### University of Virginia 
### DS 5110: Big Data Systems
### Assignment: Tools for Supervised Learning
### Last Updated: March 16, 2022
---  

**Instructions**  
In this assignment, you will code functions to support supervised learning tasks.  The outline is provided below.  The value *None* is used as a placeholder. For random sampling use seed=314 throughout.

TOTAL POINTS: 10

### MODULES

In [1]:
import os

In [2]:
from pyspark.sql import SparkSession

spark = SparkSession \
    .builder \
    .master("local") \
    .appName("data preprocessing") \
    .config("spark.executor.memory", '8g') \
    .config('spark.executor.cores', '4') \
    .config('spark.cores.max', '4') \
    .config("spark.driver.memory",'8g') \
    .getOrCreate()

sc = spark.sparkContext

### PARAMETERS

In [3]:
# class = 2 for benign (negative class), 4 for malignant (positive class)
target = 'class'
positive_label = 4
negative_label = 2

SEED = 314

In [4]:
brca = spark.read.csv('breast_cancer_wisconsin.csv', header=True, inferSchema=True)

In [5]:
# print the schema
brca.printSchema()

root
 |-- id: integer (nullable = true)
 |-- clump_thickness: integer (nullable = true)
 |-- uniformity_cell_size: integer (nullable = true)
 |-- uniformity_cell_shape: integer (nullable = true)
 |-- marginal_adhesion: integer (nullable = true)
 |-- single_epithelial_cell_size: integer (nullable = true)
 |-- bare_nuclei: string (nullable = true)
 |-- bland_chromatin: integer (nullable = true)
 |-- normal_nucleoli: integer (nullable = true)
 |-- mitoses: integer (nullable = true)
 |-- class: integer (nullable = true)



In [6]:
brca.count()

699

In [7]:
# compute distribution of target variable
brca.groupBy(target).count().show()


+-----+-----+
|class|count|
+-----+-----+
|    4|  241|
|    2|  458|
+-----+-----+



### Task 1:  Balancing a DataFrame with Downsampling  
i) (**4 PTS**) Write a function to implement downsampling.  Enter code into the cell containing the `downsample` function.  

INPUTS  
* df               - Spark dataframe  
* target           - string, target variable  
* positive_label   - integer, value of positive label  
* negative_label   - integer, value of negative label  

OUTPUT  
balanced spark dataframe  

Downsampling = sample from larger class to match smaller class size.  

**Example:**  

INITIAL STATE  
Smaller class has 100 records  
Larger class size has 400 records

ACTION  
Sample 100 records from larger class, with replacement  
Retain all records from smaller class

END STATE    
This produces a balanced dataset containing 100 records from each class

In [1]:
def downsample(df, target, positive_label, negative_label):
    """
    df              spark dataframe
    target          str, target variable
    positive_label  int, value of positive label
    negative_label  int, value of negative label
    
    """

    ### ENTER CODE HERE
    
    return df_b

ii) **(1 PT)** Print the target distribution from this balanced dataset, to show the label counts nearly match.

#### IMPORTANT NOTE:
Sampling won't produce the exact fraction you request.
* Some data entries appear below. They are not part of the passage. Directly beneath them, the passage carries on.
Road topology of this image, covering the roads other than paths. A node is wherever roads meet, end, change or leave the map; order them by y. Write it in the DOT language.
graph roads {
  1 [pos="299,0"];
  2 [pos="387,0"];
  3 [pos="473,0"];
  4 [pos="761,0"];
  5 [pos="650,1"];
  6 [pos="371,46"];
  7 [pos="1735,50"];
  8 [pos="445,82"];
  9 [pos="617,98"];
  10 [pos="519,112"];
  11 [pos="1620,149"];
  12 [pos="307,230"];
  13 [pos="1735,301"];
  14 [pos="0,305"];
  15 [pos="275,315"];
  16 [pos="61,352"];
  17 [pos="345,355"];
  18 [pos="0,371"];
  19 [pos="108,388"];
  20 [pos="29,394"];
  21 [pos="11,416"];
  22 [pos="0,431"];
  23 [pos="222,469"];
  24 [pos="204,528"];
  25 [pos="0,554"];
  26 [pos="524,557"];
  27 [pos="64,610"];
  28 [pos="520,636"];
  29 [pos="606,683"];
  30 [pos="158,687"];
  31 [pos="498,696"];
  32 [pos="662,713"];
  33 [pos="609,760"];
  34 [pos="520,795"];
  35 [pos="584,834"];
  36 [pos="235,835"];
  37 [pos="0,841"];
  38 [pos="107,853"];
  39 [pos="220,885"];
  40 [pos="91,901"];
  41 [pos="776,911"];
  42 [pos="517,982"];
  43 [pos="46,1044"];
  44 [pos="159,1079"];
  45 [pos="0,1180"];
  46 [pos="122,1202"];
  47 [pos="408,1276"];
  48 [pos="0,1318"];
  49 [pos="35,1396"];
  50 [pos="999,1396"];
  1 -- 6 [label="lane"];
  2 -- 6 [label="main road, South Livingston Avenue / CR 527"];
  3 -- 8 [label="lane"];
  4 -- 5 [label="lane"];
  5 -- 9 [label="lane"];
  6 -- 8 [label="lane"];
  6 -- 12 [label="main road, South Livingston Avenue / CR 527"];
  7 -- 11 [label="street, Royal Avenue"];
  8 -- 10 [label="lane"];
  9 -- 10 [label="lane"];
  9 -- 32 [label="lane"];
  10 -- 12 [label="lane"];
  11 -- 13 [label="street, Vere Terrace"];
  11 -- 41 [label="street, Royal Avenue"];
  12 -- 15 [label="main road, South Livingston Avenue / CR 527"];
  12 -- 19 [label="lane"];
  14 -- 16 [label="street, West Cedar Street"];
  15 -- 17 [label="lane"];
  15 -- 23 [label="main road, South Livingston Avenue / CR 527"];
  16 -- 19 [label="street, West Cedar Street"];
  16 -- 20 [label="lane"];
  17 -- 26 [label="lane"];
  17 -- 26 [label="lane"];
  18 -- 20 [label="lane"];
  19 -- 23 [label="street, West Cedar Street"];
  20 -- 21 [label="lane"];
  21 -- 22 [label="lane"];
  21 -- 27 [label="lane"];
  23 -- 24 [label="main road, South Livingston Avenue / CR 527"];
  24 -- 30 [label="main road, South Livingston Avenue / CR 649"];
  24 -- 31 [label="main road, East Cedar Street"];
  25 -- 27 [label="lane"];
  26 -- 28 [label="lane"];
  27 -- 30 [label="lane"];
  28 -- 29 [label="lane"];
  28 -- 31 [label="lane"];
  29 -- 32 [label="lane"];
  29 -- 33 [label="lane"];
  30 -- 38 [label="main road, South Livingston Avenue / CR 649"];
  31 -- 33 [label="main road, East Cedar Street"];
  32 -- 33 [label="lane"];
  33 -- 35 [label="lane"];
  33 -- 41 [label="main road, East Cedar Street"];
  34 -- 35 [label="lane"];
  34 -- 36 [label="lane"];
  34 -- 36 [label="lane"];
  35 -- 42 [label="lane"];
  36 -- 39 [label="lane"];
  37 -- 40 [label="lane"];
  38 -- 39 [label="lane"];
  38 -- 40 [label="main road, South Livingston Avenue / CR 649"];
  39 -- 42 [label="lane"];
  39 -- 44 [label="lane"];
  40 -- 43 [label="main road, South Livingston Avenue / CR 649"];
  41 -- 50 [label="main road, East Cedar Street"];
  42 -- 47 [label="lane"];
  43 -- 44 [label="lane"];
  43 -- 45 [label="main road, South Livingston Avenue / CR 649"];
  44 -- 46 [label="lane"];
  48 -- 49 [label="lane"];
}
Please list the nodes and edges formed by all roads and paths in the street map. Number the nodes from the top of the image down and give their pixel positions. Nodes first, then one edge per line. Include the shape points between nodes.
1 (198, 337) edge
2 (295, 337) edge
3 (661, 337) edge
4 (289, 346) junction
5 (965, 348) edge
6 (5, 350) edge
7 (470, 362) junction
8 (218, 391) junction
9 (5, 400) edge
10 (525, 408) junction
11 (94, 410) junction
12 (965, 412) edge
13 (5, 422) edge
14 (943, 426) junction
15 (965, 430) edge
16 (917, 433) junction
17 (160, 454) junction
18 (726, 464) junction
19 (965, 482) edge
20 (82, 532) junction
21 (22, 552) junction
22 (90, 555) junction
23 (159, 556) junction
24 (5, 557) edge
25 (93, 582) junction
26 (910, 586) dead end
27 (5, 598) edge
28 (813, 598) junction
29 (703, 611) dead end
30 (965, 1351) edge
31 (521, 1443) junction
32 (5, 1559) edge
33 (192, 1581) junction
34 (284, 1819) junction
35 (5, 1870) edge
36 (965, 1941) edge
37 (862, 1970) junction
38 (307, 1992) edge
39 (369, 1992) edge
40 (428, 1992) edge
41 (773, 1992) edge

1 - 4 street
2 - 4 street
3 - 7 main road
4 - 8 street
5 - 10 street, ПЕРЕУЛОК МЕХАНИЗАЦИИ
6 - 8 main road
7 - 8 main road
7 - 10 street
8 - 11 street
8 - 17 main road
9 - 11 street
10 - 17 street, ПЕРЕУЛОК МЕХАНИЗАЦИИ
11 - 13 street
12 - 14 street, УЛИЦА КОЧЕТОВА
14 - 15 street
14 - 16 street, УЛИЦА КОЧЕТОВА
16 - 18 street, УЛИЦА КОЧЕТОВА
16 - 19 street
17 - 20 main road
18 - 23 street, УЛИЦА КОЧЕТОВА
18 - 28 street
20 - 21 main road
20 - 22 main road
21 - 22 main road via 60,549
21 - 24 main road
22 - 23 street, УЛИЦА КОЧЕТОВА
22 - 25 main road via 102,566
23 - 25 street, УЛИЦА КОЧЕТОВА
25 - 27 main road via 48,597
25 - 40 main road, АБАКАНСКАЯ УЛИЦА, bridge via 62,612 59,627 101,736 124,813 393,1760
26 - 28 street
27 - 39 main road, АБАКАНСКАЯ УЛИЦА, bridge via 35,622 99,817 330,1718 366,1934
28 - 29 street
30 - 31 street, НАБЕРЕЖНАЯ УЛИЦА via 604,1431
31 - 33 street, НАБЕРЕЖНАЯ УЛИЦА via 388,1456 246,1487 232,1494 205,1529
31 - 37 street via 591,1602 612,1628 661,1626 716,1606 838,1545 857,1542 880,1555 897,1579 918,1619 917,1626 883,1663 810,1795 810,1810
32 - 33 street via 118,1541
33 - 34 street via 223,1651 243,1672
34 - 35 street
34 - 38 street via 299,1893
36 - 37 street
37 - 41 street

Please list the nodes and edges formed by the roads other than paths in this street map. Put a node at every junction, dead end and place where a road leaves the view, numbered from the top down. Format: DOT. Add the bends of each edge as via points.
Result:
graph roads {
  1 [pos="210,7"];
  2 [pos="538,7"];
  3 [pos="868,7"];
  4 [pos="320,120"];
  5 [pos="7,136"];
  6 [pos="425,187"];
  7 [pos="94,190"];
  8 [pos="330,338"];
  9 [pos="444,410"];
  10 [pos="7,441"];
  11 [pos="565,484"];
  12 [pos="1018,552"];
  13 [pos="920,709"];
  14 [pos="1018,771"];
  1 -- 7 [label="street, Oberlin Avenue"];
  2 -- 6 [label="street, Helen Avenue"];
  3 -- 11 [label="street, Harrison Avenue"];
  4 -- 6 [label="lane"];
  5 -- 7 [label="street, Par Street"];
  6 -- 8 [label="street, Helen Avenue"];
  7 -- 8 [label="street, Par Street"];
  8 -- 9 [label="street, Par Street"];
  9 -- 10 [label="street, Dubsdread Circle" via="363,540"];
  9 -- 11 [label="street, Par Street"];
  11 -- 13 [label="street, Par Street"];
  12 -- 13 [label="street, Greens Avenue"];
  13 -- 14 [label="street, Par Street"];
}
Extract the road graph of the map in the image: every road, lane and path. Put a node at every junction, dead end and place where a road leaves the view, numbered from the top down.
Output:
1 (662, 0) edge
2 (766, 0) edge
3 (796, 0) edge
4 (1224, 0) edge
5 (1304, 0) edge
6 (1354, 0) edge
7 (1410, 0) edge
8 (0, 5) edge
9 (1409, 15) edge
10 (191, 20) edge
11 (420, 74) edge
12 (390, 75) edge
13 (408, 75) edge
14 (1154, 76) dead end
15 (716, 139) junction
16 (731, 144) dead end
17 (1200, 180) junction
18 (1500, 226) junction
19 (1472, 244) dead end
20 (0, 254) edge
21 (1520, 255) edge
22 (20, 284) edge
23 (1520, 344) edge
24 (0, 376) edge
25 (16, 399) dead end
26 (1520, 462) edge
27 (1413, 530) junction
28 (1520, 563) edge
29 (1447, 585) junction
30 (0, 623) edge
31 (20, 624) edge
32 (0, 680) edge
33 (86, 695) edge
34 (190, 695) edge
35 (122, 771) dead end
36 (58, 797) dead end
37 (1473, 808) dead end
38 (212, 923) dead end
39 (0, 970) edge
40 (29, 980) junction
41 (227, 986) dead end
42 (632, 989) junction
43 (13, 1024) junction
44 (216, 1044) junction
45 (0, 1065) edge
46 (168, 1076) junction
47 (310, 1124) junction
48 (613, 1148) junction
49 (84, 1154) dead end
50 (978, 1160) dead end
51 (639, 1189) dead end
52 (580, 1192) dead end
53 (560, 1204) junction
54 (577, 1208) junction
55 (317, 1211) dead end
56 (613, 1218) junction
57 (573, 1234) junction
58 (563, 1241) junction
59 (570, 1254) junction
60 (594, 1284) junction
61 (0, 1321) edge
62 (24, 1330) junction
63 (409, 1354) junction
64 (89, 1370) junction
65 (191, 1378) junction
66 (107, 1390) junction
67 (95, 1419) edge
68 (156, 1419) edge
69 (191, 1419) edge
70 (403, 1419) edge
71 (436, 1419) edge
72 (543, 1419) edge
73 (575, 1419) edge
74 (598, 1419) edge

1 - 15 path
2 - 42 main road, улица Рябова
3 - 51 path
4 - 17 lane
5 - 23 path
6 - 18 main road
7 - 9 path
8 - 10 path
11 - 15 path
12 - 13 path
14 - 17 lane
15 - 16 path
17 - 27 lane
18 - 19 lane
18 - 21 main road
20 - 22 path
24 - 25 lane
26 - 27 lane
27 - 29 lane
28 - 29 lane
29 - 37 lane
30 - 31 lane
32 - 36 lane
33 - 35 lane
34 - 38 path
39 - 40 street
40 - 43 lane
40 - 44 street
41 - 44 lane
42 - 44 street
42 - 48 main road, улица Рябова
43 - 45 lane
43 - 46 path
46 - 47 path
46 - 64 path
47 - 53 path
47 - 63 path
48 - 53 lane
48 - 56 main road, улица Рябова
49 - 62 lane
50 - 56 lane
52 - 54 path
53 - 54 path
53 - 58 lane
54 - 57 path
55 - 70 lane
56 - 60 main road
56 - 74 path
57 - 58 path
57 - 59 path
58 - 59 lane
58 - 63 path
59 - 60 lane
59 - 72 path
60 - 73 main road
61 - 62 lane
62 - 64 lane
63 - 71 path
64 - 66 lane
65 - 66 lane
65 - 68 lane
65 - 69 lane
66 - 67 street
In order to sample efficiently, Spark uses Bernouilli Sampling. 
Each row is assigned a probability of being included. If you request a 10% sample, each row individually has a 10% chance of being included but this does not guarantee an exact 10% sample   
(it should be close, however).

In [10]:
# Call your downsample function here, and show the count by label


### Task 2:  Univariate AUC Measurement  

In this exercise, you will measure (in a particular sense) the individual predictive power of the following variables:  
* clump_thickness
* uniformity_cell_size
* uniformity_cell_shape
* marginal_adhesion
* single_epithelial_cell_size

**(5 PTS)** Define a function called `compute_univariate_aucs`  
The function needs to do the following:

* Split the dataset into training and testing sets (*60% / 40%*, respectively)  
* For each variable v:  
    * train a logistic regression classifier with intercept, including variable *v* as predictor
    * classify each record in the test set  
    * measure the area under the ROC curve  
* Return a dataframe containing each variable, its model weight (coefficient), and its Univariate AUC, sorted by Univariate AUC in descending order.

INPUTS  
* df, Spark dataframe 
* target variable as string
* training_fraction  
* max_iterations=10  
* seed=314  

OUTPUTS  
dataframe containing three columns: variable name, weight, AUROC  

#### IMPORTANT NOTES:   
1) If you use the RDD API, LabeledPoint requires that positive label = 1, negative label = 0  
2) Do NOT use the downsampling function

Write the function definition in the cell below

Call the `compute_univariate_aucs` and print the results from the dataframe. Remember not to downsample.